▸ WHAT YOU HAVE TO DO
Could the records below please be retyped exactly, with their pictures left out?

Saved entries
##########

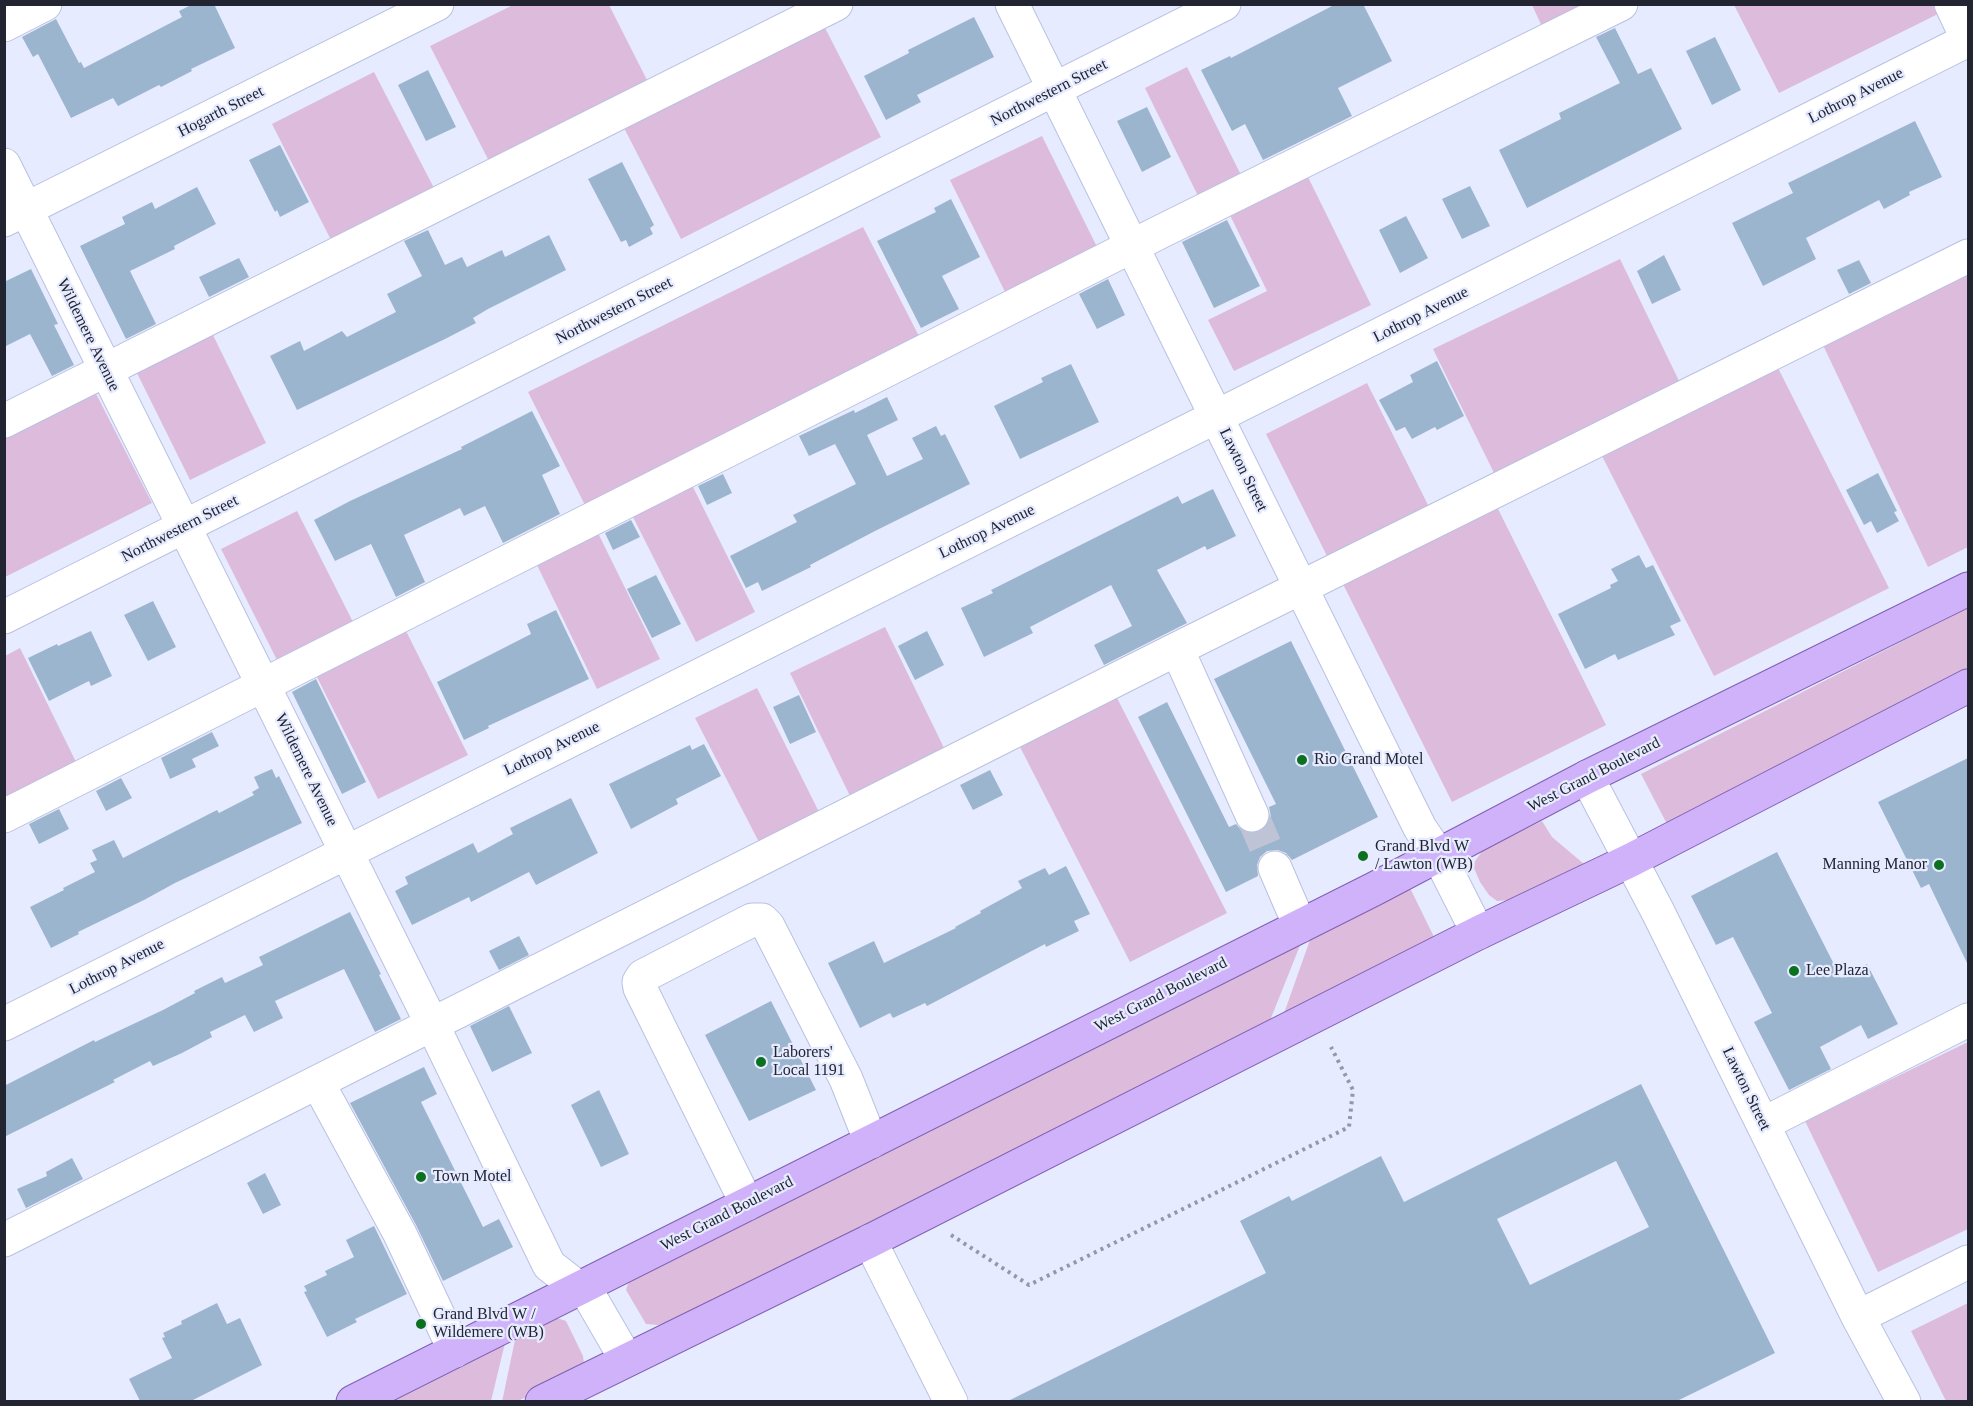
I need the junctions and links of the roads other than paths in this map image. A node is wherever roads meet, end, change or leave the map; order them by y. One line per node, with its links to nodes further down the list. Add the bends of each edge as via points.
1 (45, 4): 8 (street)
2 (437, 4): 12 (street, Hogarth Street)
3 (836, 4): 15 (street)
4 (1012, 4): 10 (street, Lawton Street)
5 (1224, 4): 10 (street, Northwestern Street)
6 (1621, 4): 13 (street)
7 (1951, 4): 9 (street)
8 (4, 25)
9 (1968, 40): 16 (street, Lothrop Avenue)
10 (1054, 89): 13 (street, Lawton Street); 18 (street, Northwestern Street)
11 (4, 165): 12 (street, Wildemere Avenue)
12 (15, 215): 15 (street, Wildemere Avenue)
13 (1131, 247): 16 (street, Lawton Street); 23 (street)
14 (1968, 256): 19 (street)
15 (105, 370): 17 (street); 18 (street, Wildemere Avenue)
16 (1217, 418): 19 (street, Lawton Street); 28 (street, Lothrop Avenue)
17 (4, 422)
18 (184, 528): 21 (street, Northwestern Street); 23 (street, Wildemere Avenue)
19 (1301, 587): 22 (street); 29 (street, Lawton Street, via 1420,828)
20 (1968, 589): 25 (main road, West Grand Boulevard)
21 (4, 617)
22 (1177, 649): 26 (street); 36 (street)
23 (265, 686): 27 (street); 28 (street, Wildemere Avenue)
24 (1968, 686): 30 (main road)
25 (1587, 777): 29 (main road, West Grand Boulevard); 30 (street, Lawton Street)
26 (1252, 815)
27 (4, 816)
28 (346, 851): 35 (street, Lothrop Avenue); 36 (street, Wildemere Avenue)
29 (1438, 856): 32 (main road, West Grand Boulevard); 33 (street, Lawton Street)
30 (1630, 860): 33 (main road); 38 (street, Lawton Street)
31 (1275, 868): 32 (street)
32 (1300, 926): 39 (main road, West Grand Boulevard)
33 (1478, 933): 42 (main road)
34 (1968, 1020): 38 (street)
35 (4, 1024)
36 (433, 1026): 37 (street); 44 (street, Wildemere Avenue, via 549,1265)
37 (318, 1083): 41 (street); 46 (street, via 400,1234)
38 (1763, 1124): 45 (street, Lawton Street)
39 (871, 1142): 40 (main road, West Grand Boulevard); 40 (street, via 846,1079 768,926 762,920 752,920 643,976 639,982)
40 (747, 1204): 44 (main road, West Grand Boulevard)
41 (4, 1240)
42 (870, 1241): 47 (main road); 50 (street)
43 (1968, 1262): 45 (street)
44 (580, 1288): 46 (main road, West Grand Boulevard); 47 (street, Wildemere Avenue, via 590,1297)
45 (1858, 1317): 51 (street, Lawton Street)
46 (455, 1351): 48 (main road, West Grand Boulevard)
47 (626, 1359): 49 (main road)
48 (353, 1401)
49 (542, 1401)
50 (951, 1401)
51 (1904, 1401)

##########

▸ RESULT FOR THIS EXERCISE
I need the junctions and links of the roads other than paths in this map image. A node is wherever roads meet, end, change or leave the map; order them by y. One line per node, with its links to nodes further down the list. Add the bends of each edge as via points.
1 (45, 4): 8 (street)
2 (437, 4): 12 (street, Hogarth Street)
3 (836, 4): 15 (street)
4 (1012, 4): 10 (street, Lawton Street)
5 (1224, 4): 10 (street, Northwestern Street)
6 (1621, 4): 13 (street)
7 (1951, 4): 9 (street)
8 (4, 25)
9 (1968, 40): 16 (street, Lothrop Avenue)
10 (1054, 89): 13 (street, Lawton Street); 18 (street, Northwestern Street)
11 (4, 165): 12 (street, Wildemere Avenue)
12 (15, 215): 15 (street, Wildemere Avenue)
13 (1131, 247): 16 (street, Lawton Street); 23 (street)
14 (1968, 256): 19 (street)
15 (105, 370): 17 (street); 18 (street, Wildemere Avenue)
16 (1217, 418): 19 (street, Lawton Street); 28 (street, Lothrop Avenue)
17 (4, 422)
18 (184, 528): 21 (street, Northwestern Street); 23 (street, Wildemere Avenue)
19 (1301, 587): 22 (street); 29 (street, Lawton Street, via 1420,828)
20 (1968, 589): 25 (main road, West Grand Boulevard)
21 (4, 617)
22 (1177, 649): 26 (street); 36 (street)
23 (265, 686): 27 (street); 28 (street, Wildemere Avenue)
24 (1968, 686): 30 (main road)
25 (1587, 777): 29 (main road, West Grand Boulevard); 30 (street, Lawton Street)
26 (1252, 815)
27 (4, 816)
28 (346, 851): 35 (street, Lothrop Avenue); 36 (street, Wildemere Avenue)
29 (1438, 856): 32 (main road, West Grand Boulevard); 33 (street, Lawton Street)
30 (1630, 860): 33 (main road); 38 (street, Lawton Street)
31 (1275, 868): 32 (street)
32 (1300, 926): 39 (main road, West Grand Boulevard)
33 (1478, 933): 42 (main road)
34 (1968, 1020): 38 (street)
35 (4, 1024)
36 (433, 1026): 37 (street); 44 (street, Wildemere Avenue, via 549,1265)
37 (318, 1083): 41 (street); 46 (street, via 400,1234)
38 (1763, 1124): 45 (street, Lawton Street)
39 (871, 1142): 40 (main road, West Grand Boulevard); 40 (street, via 846,1079 768,926 762,920 752,920 643,976 639,982)
40 (747, 1204): 44 (main road, West Grand Boulevard)
41 (4, 1240)
42 (870, 1241): 47 (main road); 50 (street)
43 (1968, 1262): 45 (street)
44 (580, 1288): 46 (main road, West Grand Boulevard); 47 (street, Wildemere Avenue, via 590,1297)
45 (1858, 1317): 51 (street, Lawton Street)
46 (455, 1351): 48 (main road, West Grand Boulevard)
47 (626, 1359): 49 (main road)
48 (353, 1401)
49 (542, 1401)
50 (951, 1401)
51 (1904, 1401)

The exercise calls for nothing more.